# [Work required]
Search the listing below for "Kali". Copy each matching line.

_ _ _ _

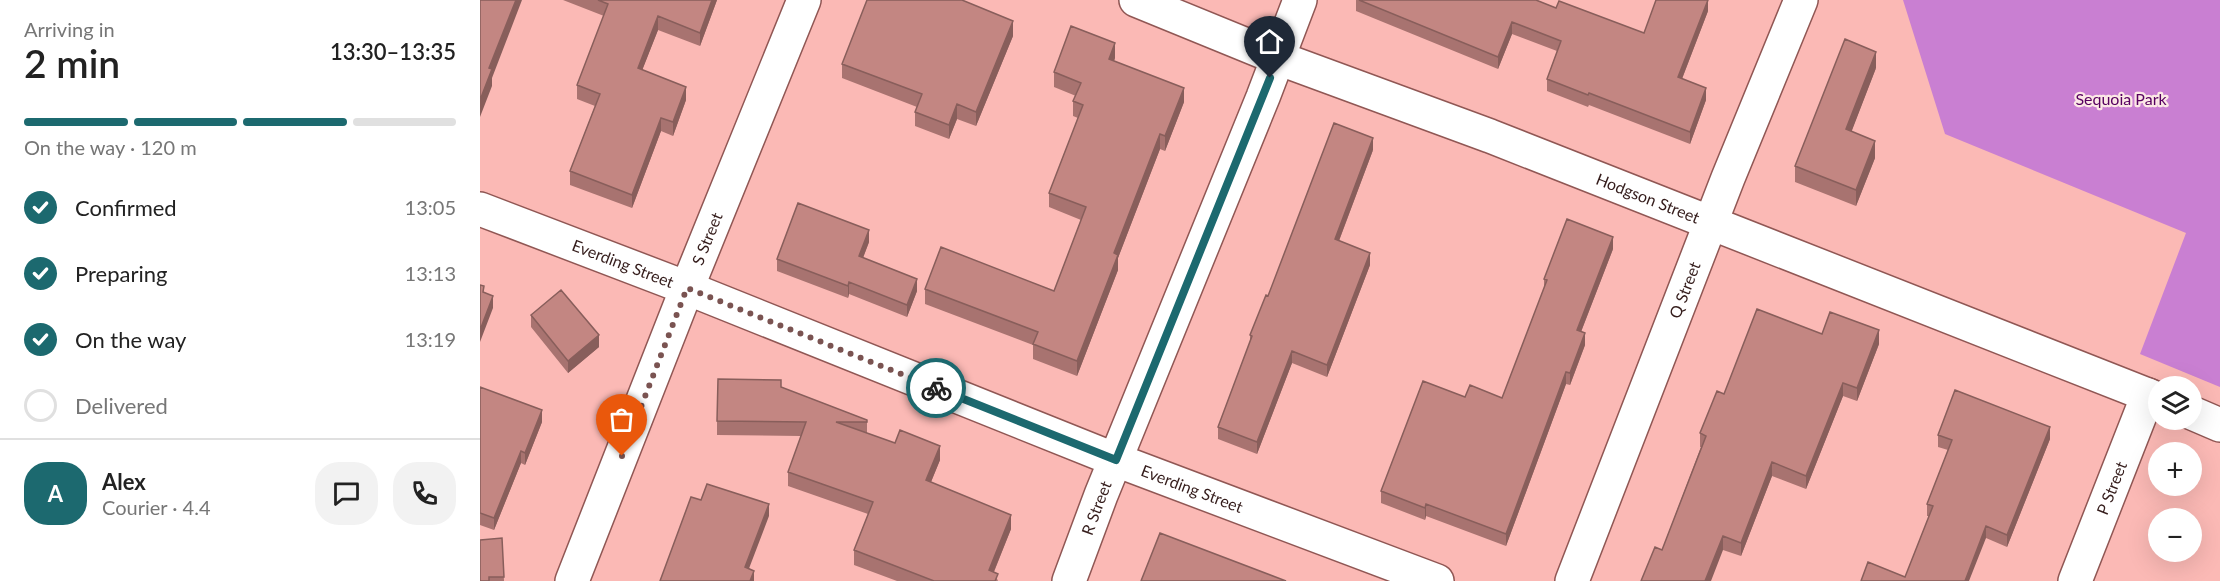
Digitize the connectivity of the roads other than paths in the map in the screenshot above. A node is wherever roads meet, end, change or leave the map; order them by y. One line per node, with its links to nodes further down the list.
1 (804, 0): 8 (street, S Street)
2 (1136, 0): 5 (street, Hodgson Street)
3 (1300, 0): 5 (street, R Street)
4 (1801, 0): 7 (street, Q Street)
5 (1278, 58): 7 (street, Hodgson Street); 13 (street, R Street)
6 (480, 209): 8 (street, Everding Street)
7 (1710, 223): 9 (street, Hodgson Street); 17 (street, Q Street)
8 (687, 288): 13 (street, Everding Street); 14 (street, S Street)
9 (2148, 395)
10 (2148, 409): 18 (street, P Street)
11 (2202, 417): 12 (street)
12 (2220, 425)
13 (1116, 460): 15 (street, R Street); 16 (street, Everding Street)
14 (572, 581)
15 (1069, 581)
16 (1437, 581)
17 (1572, 581)
18 (2075, 581)

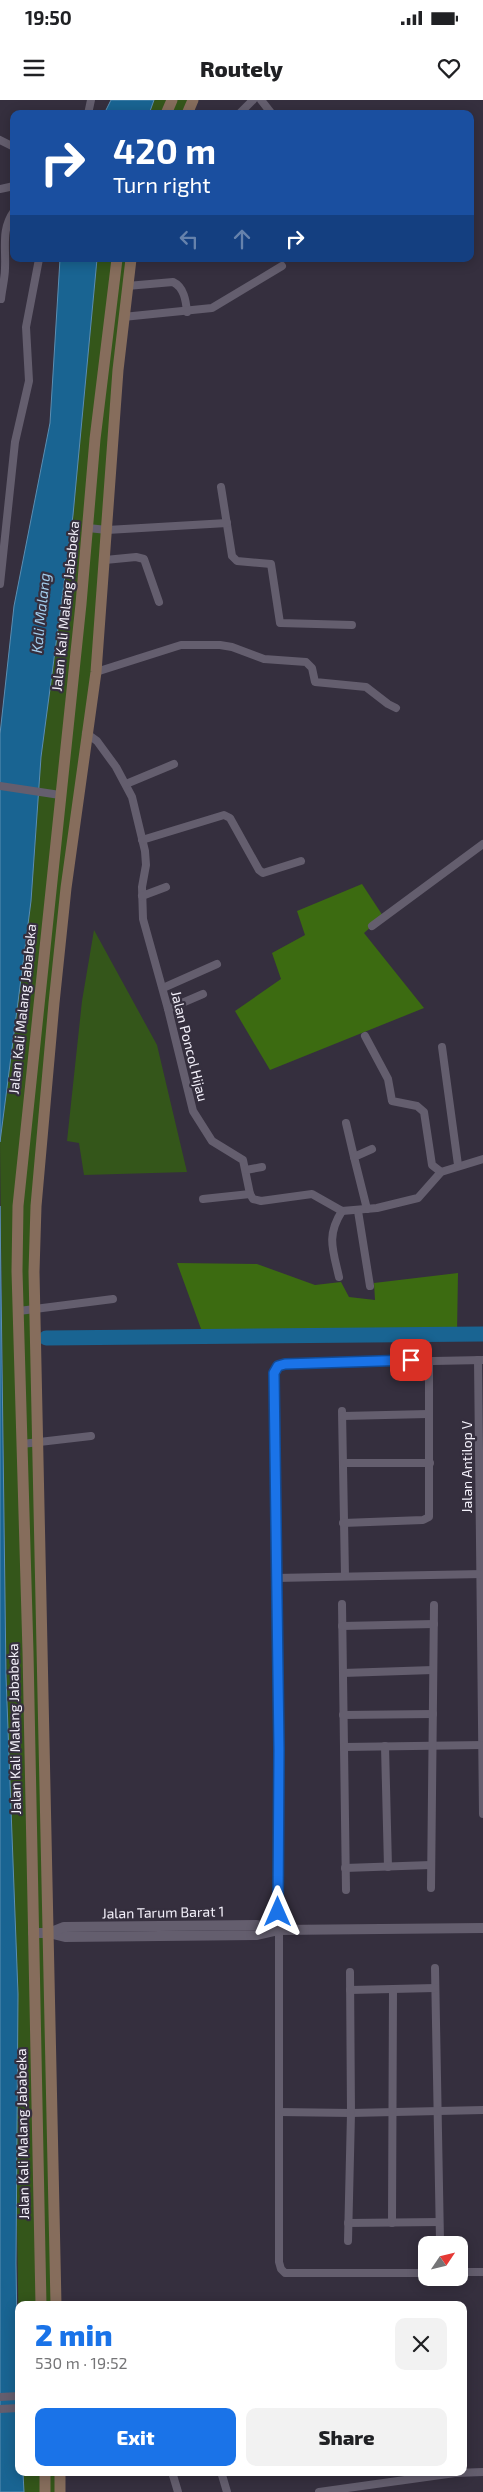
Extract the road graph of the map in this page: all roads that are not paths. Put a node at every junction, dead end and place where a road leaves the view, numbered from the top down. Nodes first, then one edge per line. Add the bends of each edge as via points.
1 (253, 100) edge
2 (261, 100) edge
3 (243, 110) edge
4 (269, 110) edge
5 (10, 217) edge
6 (2, 246) edge
7 (38, 262) edge
8 (117, 262) edge
9 (131, 262) edge
10 (282, 266) dead end
11 (127, 286) junction
12 (1, 299) edge
13 (187, 312) junction
14 (123, 317) junction
15 (221, 487) dead end
16 (227, 523) junction
17 (88, 528) junction
18 (108, 530) junction
19 (105, 560) junction
20 (0, 584) edge
21 (159, 602) dead end
22 (352, 625) dead end
23 (96, 672) junction
24 (396, 708) dead end
25 (86, 733) junction
26 (174, 764) dead end
27 (126, 784) junction
28 (0, 787) edge
29 (55, 793) junction
30 (142, 840) junction
31 (483, 844) edge
32 (301, 862) dead end
33 (166, 887) dead end
34 (142, 896) junction
35 (372, 926) dead end
36 (218, 964) dead end
37 (162, 988) junction
38 (203, 994) dead end
39 (38, 1002) junction
40 (54, 1003) junction
41 (168, 1009) junction
42 (364, 1036) dead end
43 (442, 1048) dead end
44 (346, 1123) dead end
45 (372, 1149) dead end
46 (354, 1157) junction
47 (483, 1159) edge
48 (458, 1165) junction
49 (262, 1166) dead end
50 (246, 1170) junction
51 (441, 1172) junction
52 (250, 1194) junction
53 (203, 1199) dead end
54 (368, 1209) junction
55 (342, 1211) junction
56 (358, 1211) junction
57 (339, 1277) dead end
58 (370, 1286) dead end
59 (113, 1299) dead end
60 (35, 1313) junction
61 (19, 1316) junction
62 (429, 1360) junction
63 (480, 1360) edge
64 (428, 1414) junction
65 (92, 1436) dead end
66 (38, 1443) junction
67 (22, 1444) junction
68 (344, 1463) junction
69 (430, 1463) junction
70 (344, 1523) junction
71 (481, 1574) edge
72 (345, 1576) junction
73 (275, 1578) junction
74 (342, 1604) dead end
75 (434, 1605) dead end
76 (434, 1624) junction
77 (342, 1626) junction
78 (433, 1670) junction
79 (343, 1673) junction
80 (433, 1714) junction
81 (343, 1715) junction
82 (483, 1745) edge
83 (385, 1746) junction
84 (432, 1746) junction
85 (344, 1747) junction
86 (483, 1814) edge
87 (431, 1865) junction
88 (388, 1866) junction
89 (345, 1868) junction
90 (430, 1888) dead end
91 (346, 1890) dead end
92 (483, 1928) edge
93 (278, 1930) junction
94 (33, 1933) junction
95 (48, 1933) junction
96 (435, 1968) dead end
97 (350, 1972) dead end
98 (435, 1988) junction
99 (350, 1990) junction
100 (393, 1990) junction
101 (437, 2110) junction
102 (483, 2110) edge
103 (393, 2111) junction
104 (279, 2112) junction
105 (351, 2113) junction
106 (440, 2222) junction
107 (348, 2223) junction
108 (392, 2223) junction
109 (440, 2236) edge
110 (348, 2240) dead end
111 (468, 2272) edge
112 (483, 2272) edge
113 (418, 2273) edge
114 (41, 2301) edge
115 (56, 2301) edge
116 (15, 2396) edge
117 (0, 2397) edge
118 (15, 2408) edge
119 (0, 2409) edge
120 (483, 2472) edge
121 (467, 2473) edge
122 (44, 2476) edge
123 (60, 2476) edge
124 (173, 2476) edge
125 (222, 2476) edge
126 (411, 2476) edge
127 (379, 2488) edge
128 (344, 2490) edge
129 (45, 2492) edge
130 (60, 2492) edge
131 (178, 2492) edge
132 (227, 2492) edge
133 (319, 2492) edge

1 - 3 street
2 - 4 street
5 - 6 street
6 - 12 street via 5,268
7 - 20 street via 26,328 29,381 15,442
8 - 17 main road, Jalan Kali Malang Jababeka
9 - 11 main road
10 - 13 street via 212,308
11 - 13 street via 173,282 180,287
11 - 14 main road
13 - 14 street
14 - 18 main road
15 - 16 street
16 - 18 street
16 - 22 street via 235,561 270,563 272,566 280,623
17 - 18 street
17 - 29 main road, Jalan Kali Malang Jababeka
18 - 19 main road
19 - 21 street via 136,556 144,559
19 - 23 main road
23 - 24 street via 181,645 220,645 264,659 306,662 312,668 315,682 366,687
23 - 25 main road
25 - 27 street, Jalan Poncol Hijau via 97,740
25 - 40 main road
26 - 27 street
27 - 30 street, Jalan Poncol Hijau
28 - 29 street
29 - 39 main road, Jalan Kali Malang Jababeka
30 - 32 street via 224,815 230,818 263,873
30 - 34 street, Jalan Poncol Hijau via 146,865
31 - 35 street
33 - 34 street
34 - 37 street, Jalan Poncol Hijau via 143,919
36 - 37 street
37 - 41 street, Jalan Poncol Hijau
38 - 41 street
39 - 40 main road
39 - 61 main road, Jalan Kali Malang Jababeka via 18,1206
40 - 60 main road via 36,1206
41 - 50 street, Jalan Poncol Hijau via 193,1111 212,1141 239,1156
42 - 51 street via 388,1080 392,1102 417,1106 424,1112 432,1165
43 - 48 street
44 - 46 street
45 - 46 street
46 - 54 street
47 - 48 street
48 - 51 street
49 - 50 street
50 - 52 street
51 - 54 street via 418,1198
52 - 53 street
52 - 55 street via 253,1199 261,1201 312,1194
54 - 56 street
55 - 56 street
55 - 57 street via 332,1233
56 - 58 street
59 - 60 street
60 - 61 street
60 - 66 main road
61 - 67 main road, Jalan Kali Malang Jababeka
62 - 63 street
62 - 64 street
62 - 73 street via 285,1364 276,1369
63 - 71 street, Jalan Antilop V
64 - 68 street via 342,1413
64 - 69 street
65 - 66 street
66 - 67 street
66 - 95 main road
67 - 94 main road, Jalan Kali Malang Jababeka
68 - 69 street
68 - 70 street
69 - 70 street via 430,1514 427,1519
70 - 72 street
71 - 72 street
71 - 82 street, Jalan Antilop V
72 - 73 street
73 - 93 street via 279,1750
74 - 77 street
75 - 76 street
76 - 77 street
76 - 78 street
77 - 79 street
78 - 79 street
78 - 80 street
79 - 81 street
80 - 81 street
80 - 84 street
81 - 85 street
82 - 84 street
82 - 86 street, Jalan Antilop V
83 - 84 street
83 - 85 street
83 - 88 street
84 - 87 street
85 - 89 street
87 - 88 street
87 - 90 street
88 - 89 street
89 - 91 street
92 - 93 street, Jalan Tarum Barat 1
93 - 95 street, Jalan Tarum Barat 1 via 256,1925 64,1927
93 - 104 street
94 - 95 street, Jalan Tarum Barat 1
94 - 114 main road, Jalan Kali Malang Jababeka
95 - 115 main road
96 - 98 street
97 - 99 street
98 - 100 street
98 - 101 street
99 - 100 street
99 - 105 street
100 - 103 street
101 - 102 street
101 - 103 street
101 - 106 street
103 - 105 street
103 - 108 street
104 - 105 street
104 - 113 street via 279,2262 283,2272
105 - 107 street
106 - 108 street
106 - 109 street
107 - 108 street
107 - 110 street
111 - 112 street
116 - 117 street
118 - 119 street
120 - 121 street
122 - 129 main road
123 - 130 main road
124 - 131 street
125 - 132 street
126 - 127 street
127 - 128 street
128 - 133 street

_ _ _ _

# [Answer box]
8 - 17 main road, Jalan Kali Malang Jababeka
17 - 29 main road, Jalan Kali Malang Jababeka
29 - 39 main road, Jalan Kali Malang Jababeka
39 - 61 main road, Jalan Kali Malang Jababeka via 18,1206
61 - 67 main road, Jalan Kali Malang Jababeka
67 - 94 main road, Jalan Kali Malang Jababeka
94 - 114 main road, Jalan Kali Malang Jababeka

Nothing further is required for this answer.